Senta que lá vem História

Vamos a estréia da nossa coluna que vai tratar de história de verdade, tudo que trata a respeito do verdadeiro sambarock e suas vertentes.

Teremos um conteúdo nunca antes reunido em um site do assunto com depoimentos, entrevistas, releases, biografias, resenhas, tudo regado com pitadas de comentários dos nossos colecionadores e experts no tema.


Esperamos ajudar a manter nossas origens sempre viva!

O nosso bom Samba Parte I

Como diz o radical J. Ramos Tinhorão, o cáustico e rigoroso crítico musical do “Jornal do Brasil”, não é fácil ser brasileiro em termos musicais, tal a proliferação da (pior) música estrangeira. Por isto, os lançamentos dos Sambões – quando alguma gravadora se encoraja a prestigiar a nossa mais autêntica forma musical – merecem ser prestigiados, sem rigores maiores, desculpando-se falhas técnicas e artísticas e uma boa dose de comercialismo, pois na concorrência com o elétrico e irritante som pop, que polui as rádios e outros veículos de divulgação no Brasil, o importante é ouvir a nossa música. Como as que aparecem nos lançamentos seguintes:

SAMBAS DE TODOS OS TEMPOS (Continental, LPS-22.017) – Recorrendo ao seu notável arquivo, um produtor (cujo nome, infelizmente, não é mencionado na contracapa) produziu este interessante lp-antologia-[nostalgia], com bons sambistas. Assim, com o incrível Jamelão (José Bispo Clementino dos Santos, 60 anos) temos “Eu Agora Sou Feliz” (Mestre Gato/José Bispo). Com Risadinha (Francisco Ferraz Netto, 53 anos), nome famoso em vários carnavais, hoje esquecido, temos alguns de seus maiores sucessos: “Madureira Chorou” (Carvalhinho/Júlio Monteiro), “Seu Eu Errei” (Francisco Netto-Humberto Carvalho-Edu Rocha), “A Fonte Secou” (Monsueto Menezes-Tufic Lahuar-Marcleo) e “Não Me Diga Adeus” ( Anisio Silva/Fausto Guimarães).

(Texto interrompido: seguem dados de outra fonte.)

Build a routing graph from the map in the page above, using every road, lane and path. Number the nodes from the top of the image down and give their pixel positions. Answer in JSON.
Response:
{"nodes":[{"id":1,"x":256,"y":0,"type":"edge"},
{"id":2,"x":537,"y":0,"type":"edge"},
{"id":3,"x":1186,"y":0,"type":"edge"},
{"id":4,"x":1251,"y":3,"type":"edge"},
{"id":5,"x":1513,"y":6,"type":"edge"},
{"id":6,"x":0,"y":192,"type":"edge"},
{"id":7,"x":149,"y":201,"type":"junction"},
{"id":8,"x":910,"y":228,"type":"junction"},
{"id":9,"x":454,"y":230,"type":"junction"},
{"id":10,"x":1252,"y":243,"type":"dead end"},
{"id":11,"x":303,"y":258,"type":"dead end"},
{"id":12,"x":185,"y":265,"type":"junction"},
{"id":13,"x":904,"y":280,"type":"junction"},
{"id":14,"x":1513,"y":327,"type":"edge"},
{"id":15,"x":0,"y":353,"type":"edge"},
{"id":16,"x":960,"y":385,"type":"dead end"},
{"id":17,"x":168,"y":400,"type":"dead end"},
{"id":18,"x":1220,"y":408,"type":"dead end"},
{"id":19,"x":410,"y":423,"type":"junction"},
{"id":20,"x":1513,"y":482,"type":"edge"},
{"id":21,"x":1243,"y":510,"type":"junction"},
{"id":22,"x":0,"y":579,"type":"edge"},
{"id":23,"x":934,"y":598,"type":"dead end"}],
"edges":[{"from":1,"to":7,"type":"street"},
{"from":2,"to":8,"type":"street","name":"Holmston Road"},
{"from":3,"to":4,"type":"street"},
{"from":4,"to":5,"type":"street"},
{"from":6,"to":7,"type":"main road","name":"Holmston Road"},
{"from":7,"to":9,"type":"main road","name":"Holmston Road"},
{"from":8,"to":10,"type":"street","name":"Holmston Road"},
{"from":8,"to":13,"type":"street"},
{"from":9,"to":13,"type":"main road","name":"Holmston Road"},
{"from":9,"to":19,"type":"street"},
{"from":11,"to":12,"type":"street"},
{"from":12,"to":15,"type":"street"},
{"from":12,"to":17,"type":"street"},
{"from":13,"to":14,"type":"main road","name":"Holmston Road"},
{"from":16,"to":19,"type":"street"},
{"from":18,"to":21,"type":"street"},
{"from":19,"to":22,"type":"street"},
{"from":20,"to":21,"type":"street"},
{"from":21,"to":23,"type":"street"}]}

Outro bom sambista, nome marcante no passado, hoje totalmente esquecido, que é rememorado neste bom lp é Caco Velho (Matheus Nunes, 1920/1971), considerado o melhor sambista brasileiro no estilo “Scat”, e que aqui aparece com “Meu Fraco é Mulher” (Conde/Heitor de Barros) e “Não Faça Hor Comigo” (Caco Velho/Henricão). Representante da nova geração de sambistas, lutando por seu lugar ao sol no difícil mercado, o mineiro Noite Ilustrada (Mário Souza Marques Filho, 37 anos) é o cantor que aparece em maior número de faixas: além de abrir o lado B com “Atire a Primeira Pedra” (Ataufo Alves/Mário Lago), é o intérprete de uma longa seleção no lado a, que inclui clássicos sambas feitos para musas inspiradoras de nossos compositores: “Marina”, e “Rosa Morena” de Dorival Caymmi; “Isaura de Herivelto Martins e Roberto Roberti (regravado genialmente no ano passado por João Gilberto); “Maria Tereza” de Gomes Cardim; “Juracy” de Antonio Almeida e Ciro de Souza; “Laura”, de Jorge Galatti e Nogueira Santos; “La Lá, Le Lé, Li Li” de João de Barro-Alberto Ribeiro e “Ai Que Saudades da Amélia” de Ataufo Alves-Mario Lago. Finalmente, para encerrar o lp, uma seleção de Noel Rosa (1910-1937), na interpretação dos 3 Morais: “Feitiço na Vila”, “Palpite Infeliz”, “O Orvalho Vêm Caindo”, “Com Que Roupa”, “Fita Amarela” e “Até amanhã”. Sem dúvida um disco importante, para quem gosta da música do povo e é brasileiro.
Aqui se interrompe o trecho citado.